Si las novelas son más que recomendables, ello no se debe solo a la calidad (enorme) de Fraser como escritor, sino a su habilidad para recorrer algunos de los episodios históricos más relevantes de la época, y a meter en la trama personajes reales, desde Otto Von Bismarck a Jack London, pasando por el general Custer o la princesa Ravolanova de Madagascar. Por si fuera poco, cada novela incluye apéndices con abundante bibliografía sobre los hechos y personajes que en ella aparecen, lo que permite al lector curioso ampliar horizontes. Y luego, por supuesto, está la prosa, más británica que Winston Churchill y David Niven juntos. Los que sepan ingles no pueden bajo ningún concepto perderse estas novelas en versión original.

Claro que, cuando hablamos de cine… la verdad es que Fraser fue también guionista, si bien contribuyó a pocas películas memorables, aunque adaptó Los tres mosqueteros en al menos tres ocasiones; se recuerda más su guión para Octopussy (1983), quizá el Bond más aburrido de toda la etapa de Roger Moore. Pero peor suerte tuvo su personaje: Flashman fue llevado a la pantalla en 1975, en una cinta dirigida sin demasiada puntería por el casi siempre interesante Richard Lester (amigo de Fraser) que se estrenó en España con el horrendo título de El cobarde heroico.

La cosa no funcionó y, si quieren mi opinión, por varios motivos: primero, cogieron la novela más floja de toda la serie de Flashman, Royal Flash, que no es sino una adaptación bastante personal de El prisionero de Zenda.

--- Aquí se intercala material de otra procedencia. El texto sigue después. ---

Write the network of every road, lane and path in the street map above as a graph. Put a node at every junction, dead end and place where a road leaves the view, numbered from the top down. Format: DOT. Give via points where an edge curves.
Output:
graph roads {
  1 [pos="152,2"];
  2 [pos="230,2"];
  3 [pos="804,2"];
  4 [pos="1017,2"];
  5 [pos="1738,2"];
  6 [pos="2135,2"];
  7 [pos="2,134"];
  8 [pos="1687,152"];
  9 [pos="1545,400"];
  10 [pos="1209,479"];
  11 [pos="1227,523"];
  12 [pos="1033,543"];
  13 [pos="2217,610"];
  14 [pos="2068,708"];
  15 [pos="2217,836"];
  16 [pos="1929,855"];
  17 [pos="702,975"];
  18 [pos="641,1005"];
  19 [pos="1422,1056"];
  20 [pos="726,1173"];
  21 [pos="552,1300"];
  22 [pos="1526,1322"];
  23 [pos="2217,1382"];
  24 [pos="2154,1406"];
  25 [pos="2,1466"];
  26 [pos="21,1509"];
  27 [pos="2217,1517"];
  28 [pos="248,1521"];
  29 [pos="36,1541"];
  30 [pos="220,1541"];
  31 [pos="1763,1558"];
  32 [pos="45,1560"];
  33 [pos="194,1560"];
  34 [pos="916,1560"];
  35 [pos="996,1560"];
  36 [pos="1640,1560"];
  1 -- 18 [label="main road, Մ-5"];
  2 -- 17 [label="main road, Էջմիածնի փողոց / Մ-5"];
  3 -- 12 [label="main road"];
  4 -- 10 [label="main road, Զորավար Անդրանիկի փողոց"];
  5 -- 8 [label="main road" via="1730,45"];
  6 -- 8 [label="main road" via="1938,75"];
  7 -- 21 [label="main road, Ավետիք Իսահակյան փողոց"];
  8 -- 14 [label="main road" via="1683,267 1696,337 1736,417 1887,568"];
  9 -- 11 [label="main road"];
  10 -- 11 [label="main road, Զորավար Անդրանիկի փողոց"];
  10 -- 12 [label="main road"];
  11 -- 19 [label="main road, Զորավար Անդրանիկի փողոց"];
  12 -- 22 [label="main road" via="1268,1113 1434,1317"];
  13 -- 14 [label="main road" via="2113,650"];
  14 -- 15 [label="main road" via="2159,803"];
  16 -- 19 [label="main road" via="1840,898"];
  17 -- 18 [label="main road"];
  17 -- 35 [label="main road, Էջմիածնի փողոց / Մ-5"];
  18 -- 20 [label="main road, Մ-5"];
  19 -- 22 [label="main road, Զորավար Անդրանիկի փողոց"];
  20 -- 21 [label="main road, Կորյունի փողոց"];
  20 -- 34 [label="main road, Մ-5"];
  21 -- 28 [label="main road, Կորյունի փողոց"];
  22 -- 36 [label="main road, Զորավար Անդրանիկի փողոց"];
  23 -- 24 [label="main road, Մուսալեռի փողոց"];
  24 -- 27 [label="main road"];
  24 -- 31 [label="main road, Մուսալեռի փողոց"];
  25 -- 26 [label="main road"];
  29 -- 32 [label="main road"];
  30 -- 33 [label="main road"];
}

Y luego, eligieron como protagonista a Malcolm McDowell, actor bastante horrible y completamente inadecuado para interpretar a Flashman que, recordemos, es capaz de engañar hasta a su madre con su porte de héroe militar.

Hubo un intento, y no más. Quizá la muerte de Fraser anime a alguna productora a hacer otro intento con Flashman. Desde luego, se lo merece. Mientras tanto, hoy no les voy a decir que se vayan a ver ninguna película: corran más bien a una librería y prepárense para morirse de risa.